Una delle tecniche più reiterate, poi, è l’utilizzo della speciale lente split diopter, che permette di tenere a fuoco un soggetto molto vicino alla macchina da presa e lo sfondo lontano. Si poneva davanti alla macchina da presa un filtro formato da una mezza lente: una metà rimaneva vuota, mentre l’altra, coperta dal vetro, dava la possibilità di stringere la profondità di campo avvicinando il punto di messa a fuoco. Frequente è anche l’uso dello split screen, sfruttato grazie alle spesso divergenti opinioni degli studiosi, per mettere in parallelo due teorie diverse, ma sopratutto impiegato magistralmente nella scena dell’esplorazione delle case da parte di Stone del dottor Mark Hall (James Olson), in cui si affastellano man mano primi piani o dettagli agghiaccianti degli abitanti deceduti. Inoltre, Robert Wise impiega luci e colori in maniera molto abile, virando dentro il laboratorio in una scala di grigi che rimarcano l’asetticità dell’ambiente generale, accendendo invece il rosso dentro alla sala di comando, facendo notare quindi cromaticamente l’importanza della stanza stessa, rilevanza che sarà data anche all’allarme d’evacuazione.

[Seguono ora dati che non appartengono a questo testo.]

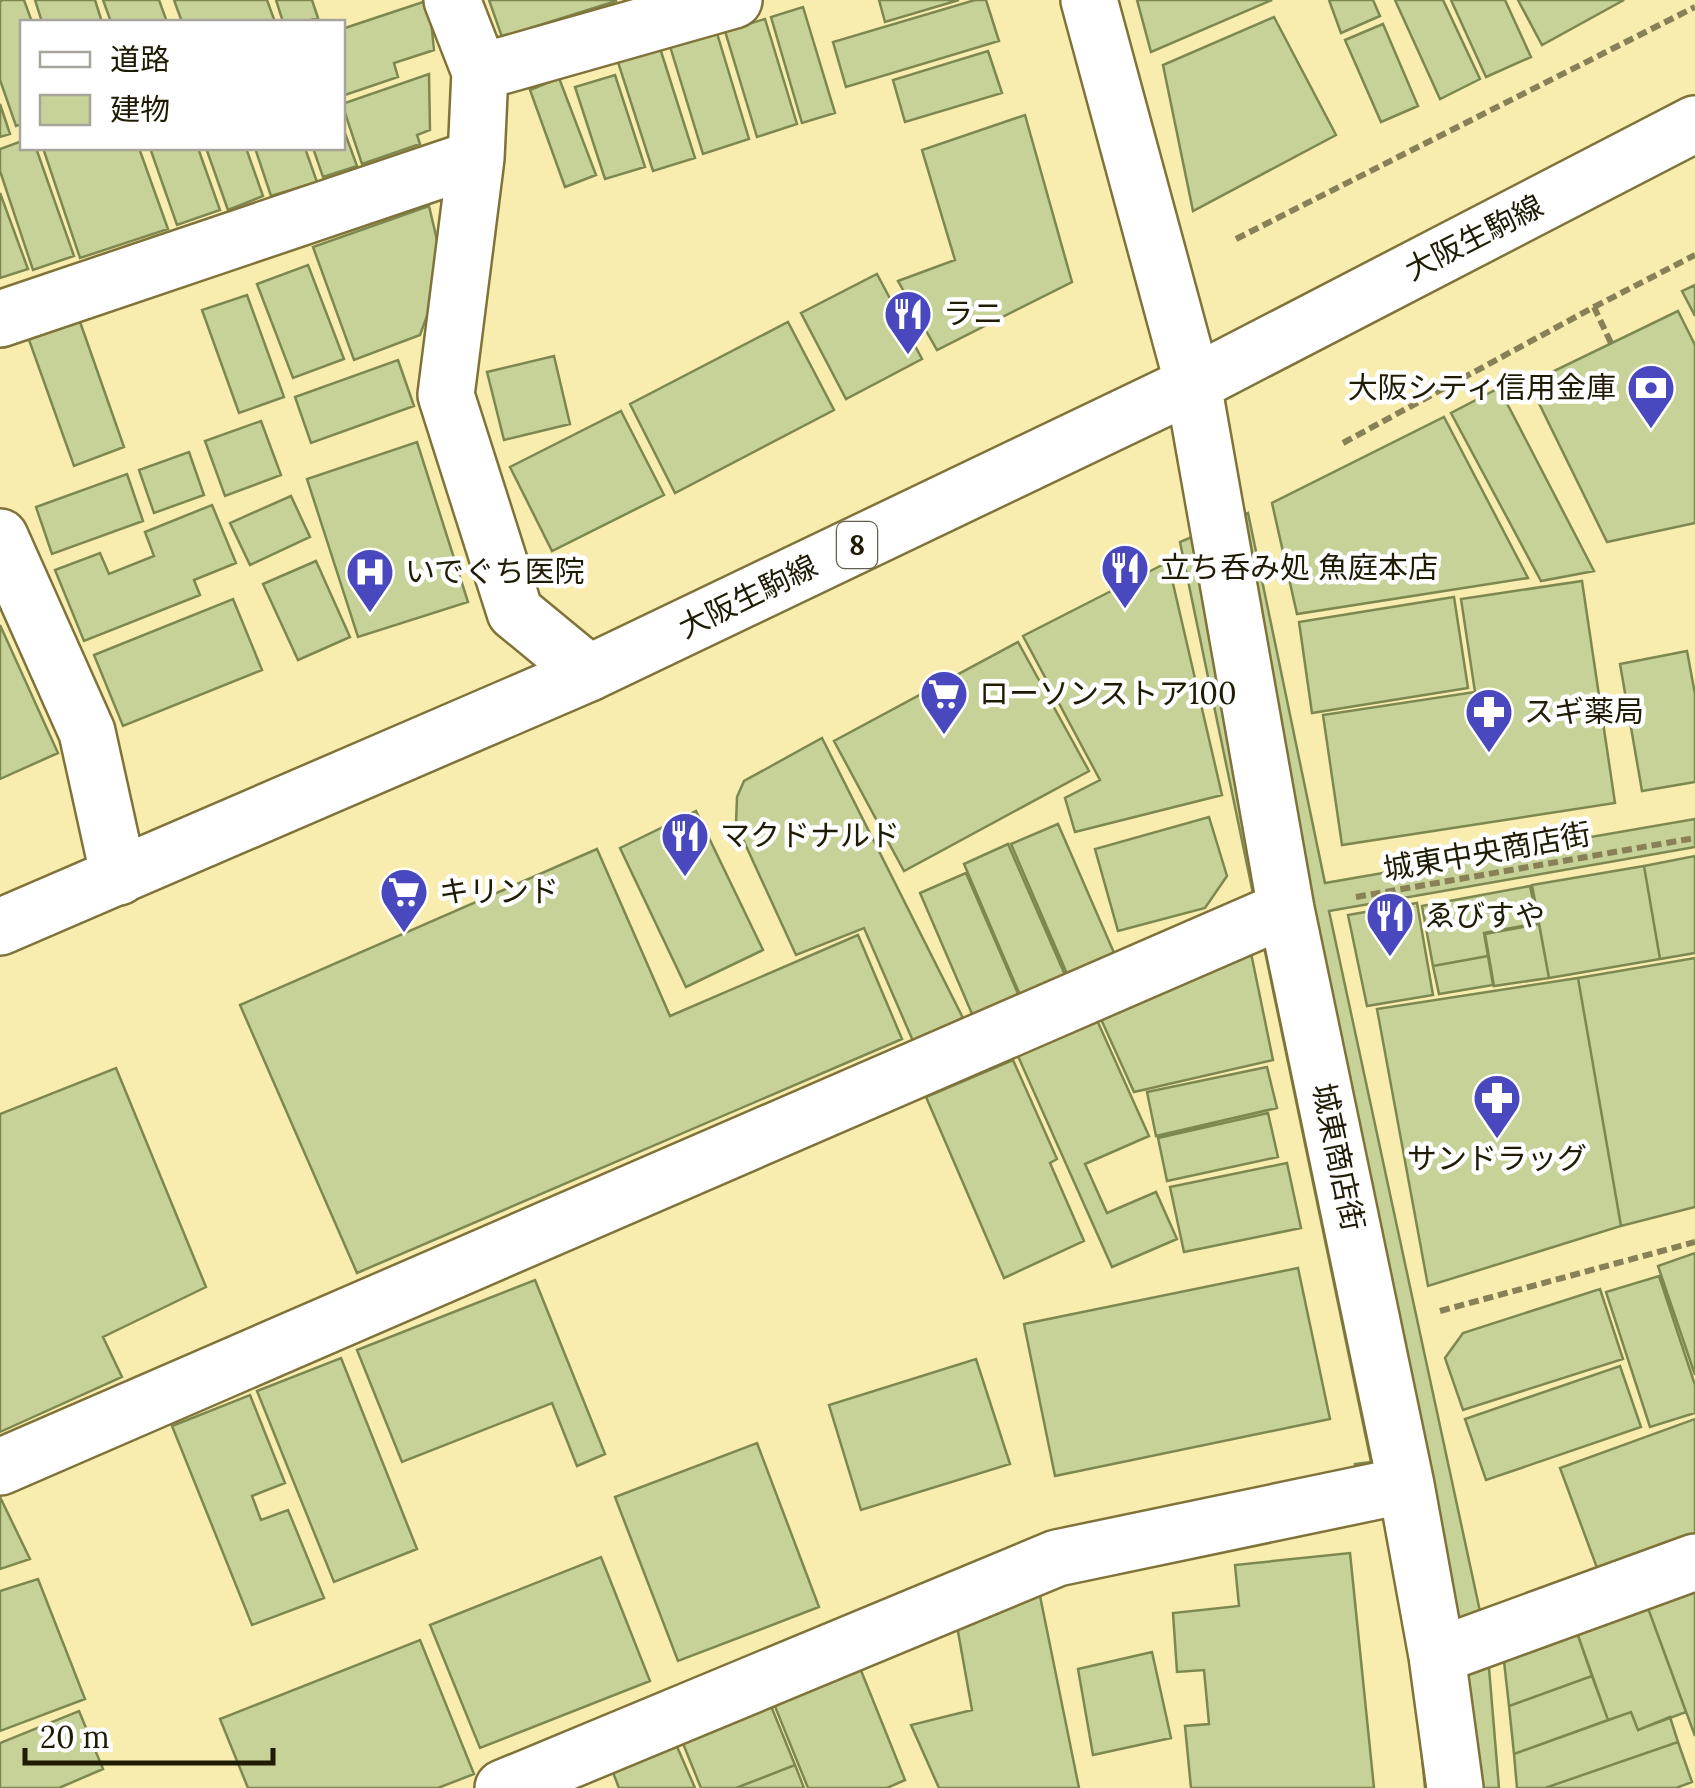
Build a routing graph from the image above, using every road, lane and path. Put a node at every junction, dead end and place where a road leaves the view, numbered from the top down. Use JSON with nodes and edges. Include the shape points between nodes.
{"nodes":[{"id":1,"x":452,"y":0,"type":"edge"},
{"id":2,"x":734,"y":0,"type":"edge"},
{"id":3,"x":1089,"y":0,"type":"edge"},
{"id":4,"x":1695,"y":7,"type":"edge"},
{"id":5,"x":480,"y":72,"type":"junction"},
{"id":6,"x":1695,"y":124,"type":"edge"},
{"id":7,"x":476,"y":158,"type":"junction"},
{"id":8,"x":1236,"y":238,"type":"dead end"},
{"id":9,"x":1695,"y":255,"type":"edge"},
{"id":10,"x":1594,"y":307,"type":"junction"},
{"id":11,"x":0,"y":319,"type":"edge"},
{"id":12,"x":1612,"y":343,"type":"dead end"},
{"id":13,"x":1193,"y":384,"type":"junction"},
{"id":14,"x":1342,"y":443,"type":"dead end"},
{"id":15,"x":0,"y":537,"type":"edge"},
{"id":16,"x":589,"y":673,"type":"junction"},
{"id":17,"x":1695,"y":838,"type":"edge"},
{"id":18,"x":119,"y":877,"type":"junction"},
{"id":19,"x":1286,"y":909,"type":"junction"},
{"id":20,"x":0,"y":927,"type":"edge"},
{"id":21,"x":1695,"y":1242,"type":"edge"},
{"id":22,"x":1374,"y":1329,"type":"junction"},
{"id":23,"x":0,"y":1467,"type":"edge"},
{"id":24,"x":1406,"y":1484,"type":"junction"},
{"id":25,"x":1695,"y":1562,"type":"edge"},
{"id":26,"x":1436,"y":1656,"type":"junction"},
{"id":27,"x":503,"y":1788,"type":"edge"},
{"id":28,"x":1455,"y":1788,"type":"edge"}],
"edges":[{"from":1,"to":5,"type":"street"},
{"from":2,"to":5,"type":"street"},
{"from":3,"to":13,"type":"street","name":"城東商店街"},
{"from":4,"to":8,"type":"path"},
{"from":5,"to":7,"type":"street"},
{"from":6,"to":13,"type":"street","name":"大阪生駒線","number":"8"},
{"from":7,"to":11,"type":"street"},
{"from":7,"to":16,"type":"street","via":[[446,394],[515,612]]},
{"from":9,"to":10,"type":"path"},
{"from":10,"to":12,"type":"path"},
{"from":10,"to":14,"type":"path"},
{"from":13,"to":16,"type":"street","name":"大阪生駒線","number":"8"},
{"from":13,"to":19,"type":"street","name":"城東商店街"},
{"from":15,"to":18,"type":"street","via":[[86,732]]},
{"from":16,"to":18,"type":"street","name":"大阪生駒線","number":"8"},
{"from":17,"to":19,"type":"path","name":"城東中央商店街"},
{"from":18,"to":20,"type":"street","name":"大阪生駒線","number":"8"},
{"from":19,"to":22,"type":"street","name":"城東商店街"},
{"from":19,"to":23,"type":"street"},
{"from":21,"to":22,"type":"path"},
{"from":22,"to":24,"type":"street","name":"城東商店街"},
{"from":24,"to":26,"type":"street","name":"城東商店街"},
{"from":24,"to":27,"type":"street","via":[[1057,1558]]},
{"from":25,"to":26,"type":"street"},
{"from":26,"to":28,"type":"street","name":"城東商店街"}]}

Il finale di Andromeda è la perfetta chiusura di una vicenda dominata dalla paura di non riuscire a contenere il virus alieno, con una sua letale diffusione su tutto il pianeta. Si scopre che l’organismo può sopravvivere solamente all’interno di uno stretto range di pH, per cui un ambiente troppo basico o troppo acido lo ucciderebbero all’istante. Sorprendentemente, riesce tuttavia ad uscire dalla base segreta, dissolvendo le condutture plastiche. Ormai all’apparenza non più letale però, viene inglobato all’interno di grosse precipitazioni atmosferiche che lo scaricheranno in mare, determinandone in tal modo la fine. La pandemia pare scongiurata, ma l’inquadratura di chiusura al microscopio, in cui l’organismo si continua a dividere e riprodurre, rimette tutto in gioco, chiudendo il la pellicola nel crescendo dell’ansiogena colonna sonora. La sequenza è il culmine di una pellicola di hard science fiction, per dirla alla maniera letteraria, che poggia su solide basi e che lascia allo spettatore interrogativi a cui dovrà rispondere da solo, nella tradizione dei grandi titoli di questo genere.

Da ricordare che nel 2008 Ridley Scott e il fratello Tony ne hanno prodotto un remake, intitolato coerentemente The Andromeda Strain, miniserie TV in due puntate per la regia di Mikael Salomon che vedeva tra i protagonisti Benjamin Bratt, Christa Miller e Ricky Schroder.